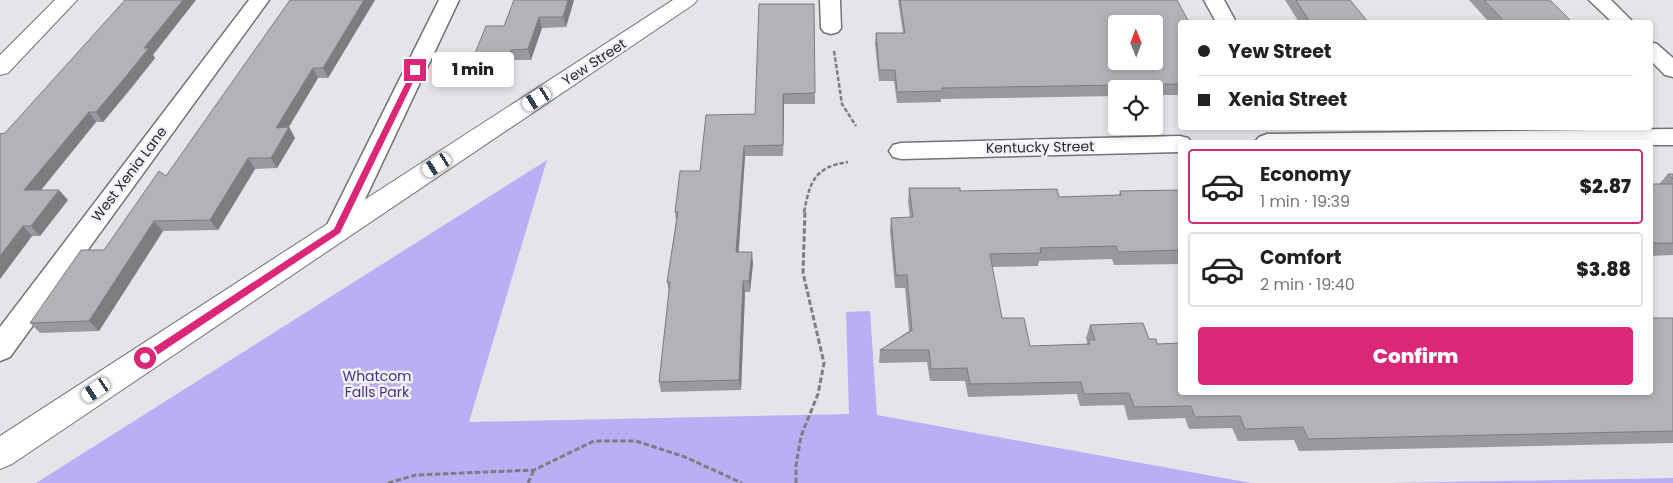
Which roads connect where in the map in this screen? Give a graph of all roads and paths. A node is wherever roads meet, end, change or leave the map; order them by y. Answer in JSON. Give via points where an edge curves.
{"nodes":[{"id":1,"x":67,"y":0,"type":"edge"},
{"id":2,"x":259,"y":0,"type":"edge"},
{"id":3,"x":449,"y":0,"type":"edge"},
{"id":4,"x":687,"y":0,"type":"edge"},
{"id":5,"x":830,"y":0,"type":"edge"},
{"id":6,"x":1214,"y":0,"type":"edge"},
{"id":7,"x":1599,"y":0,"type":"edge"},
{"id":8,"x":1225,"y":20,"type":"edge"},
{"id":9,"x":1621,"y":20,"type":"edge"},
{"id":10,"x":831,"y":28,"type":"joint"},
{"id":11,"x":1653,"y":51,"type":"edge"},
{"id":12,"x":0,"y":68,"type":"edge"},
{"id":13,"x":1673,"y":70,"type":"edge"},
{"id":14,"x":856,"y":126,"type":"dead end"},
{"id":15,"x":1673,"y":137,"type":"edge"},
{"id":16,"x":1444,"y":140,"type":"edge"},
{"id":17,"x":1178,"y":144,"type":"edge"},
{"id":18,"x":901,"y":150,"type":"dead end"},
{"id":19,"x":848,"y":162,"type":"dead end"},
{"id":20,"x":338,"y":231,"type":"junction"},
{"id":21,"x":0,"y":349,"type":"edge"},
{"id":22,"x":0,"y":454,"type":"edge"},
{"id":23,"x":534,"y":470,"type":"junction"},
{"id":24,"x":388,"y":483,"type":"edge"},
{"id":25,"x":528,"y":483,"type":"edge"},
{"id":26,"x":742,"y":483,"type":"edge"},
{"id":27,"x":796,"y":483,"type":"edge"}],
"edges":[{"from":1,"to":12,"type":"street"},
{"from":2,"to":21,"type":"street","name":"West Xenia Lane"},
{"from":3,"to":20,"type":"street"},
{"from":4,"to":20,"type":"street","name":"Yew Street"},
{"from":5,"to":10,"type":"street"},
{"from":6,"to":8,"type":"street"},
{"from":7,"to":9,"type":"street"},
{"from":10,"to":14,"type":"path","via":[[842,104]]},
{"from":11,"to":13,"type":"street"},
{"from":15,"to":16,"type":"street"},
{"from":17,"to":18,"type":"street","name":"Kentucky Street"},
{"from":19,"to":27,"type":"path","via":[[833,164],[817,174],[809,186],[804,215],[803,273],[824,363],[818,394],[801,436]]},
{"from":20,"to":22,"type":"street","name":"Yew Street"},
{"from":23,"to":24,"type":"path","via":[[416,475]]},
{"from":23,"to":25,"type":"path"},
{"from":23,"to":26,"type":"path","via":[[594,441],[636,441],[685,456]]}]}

---

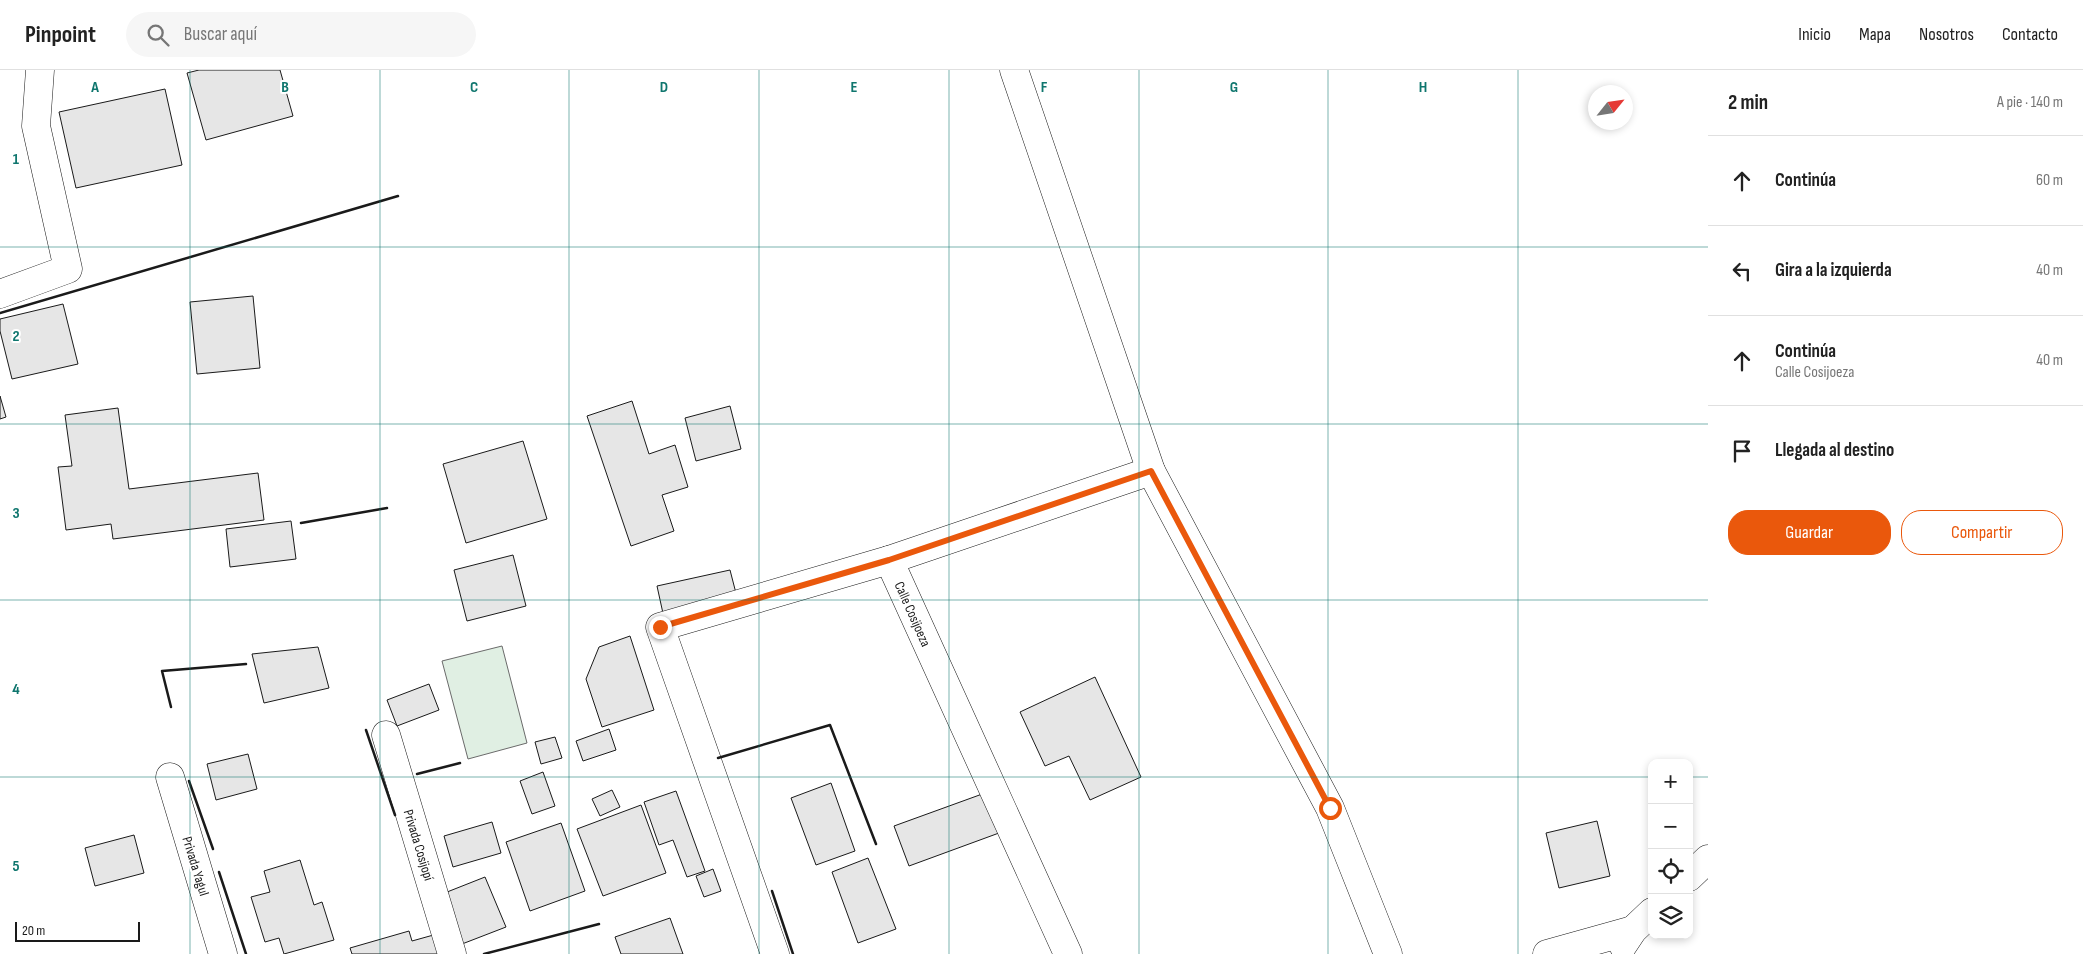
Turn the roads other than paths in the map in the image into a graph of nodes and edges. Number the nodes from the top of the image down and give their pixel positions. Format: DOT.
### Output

...

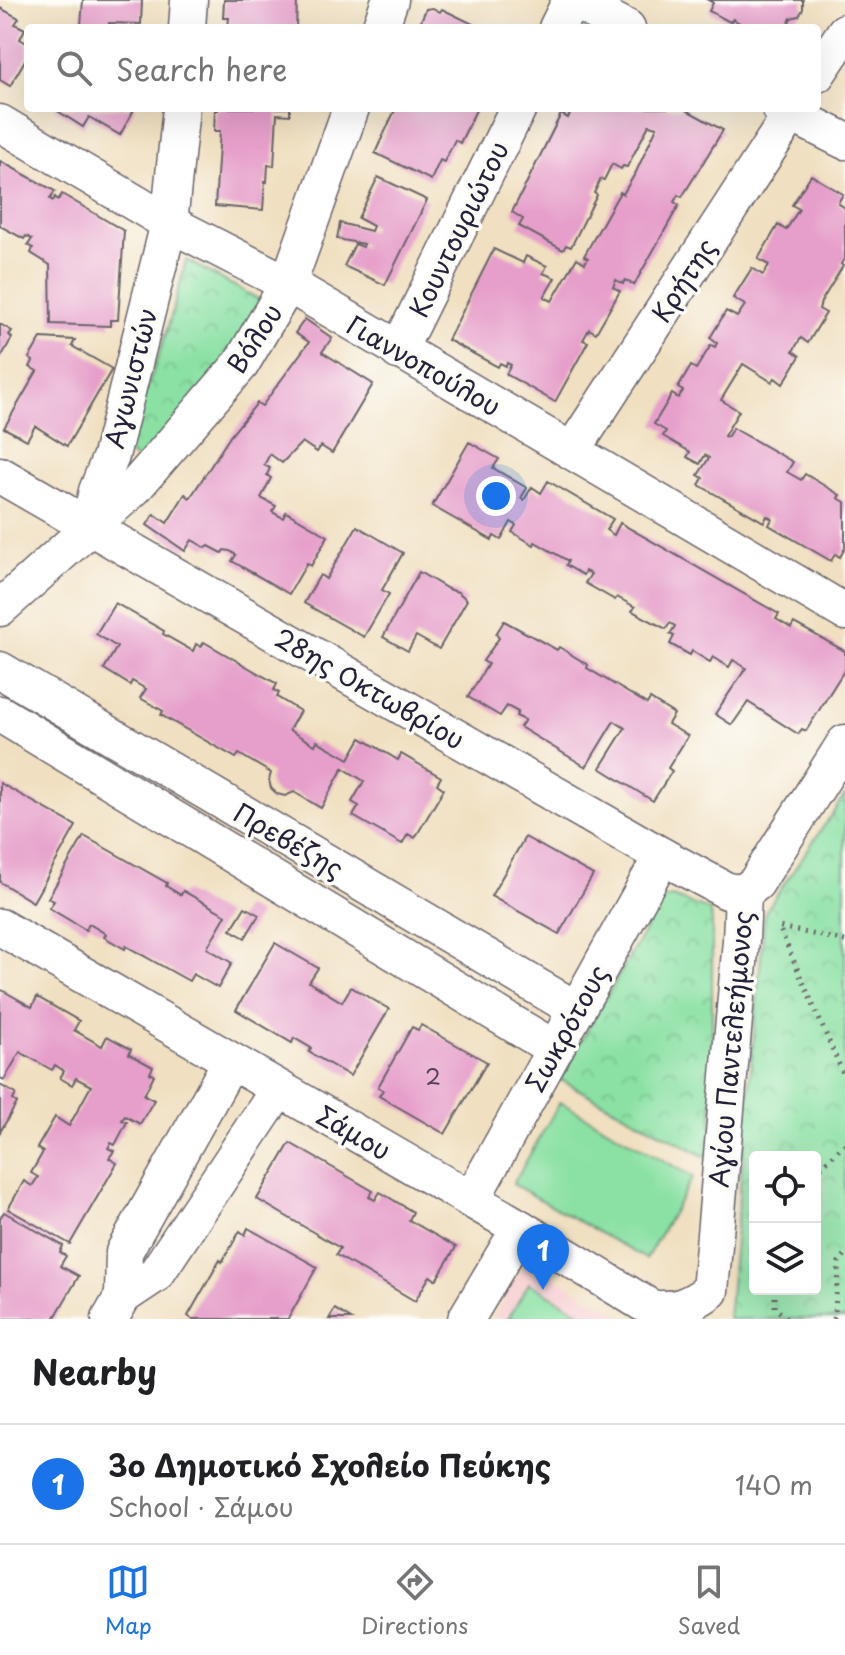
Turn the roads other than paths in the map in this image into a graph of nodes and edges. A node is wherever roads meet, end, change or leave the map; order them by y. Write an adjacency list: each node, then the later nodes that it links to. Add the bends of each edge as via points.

*Aim of the exercise*: State the number of lines in the data above that include the word "image", leaving out any other words.

*Response for this exercise*: 2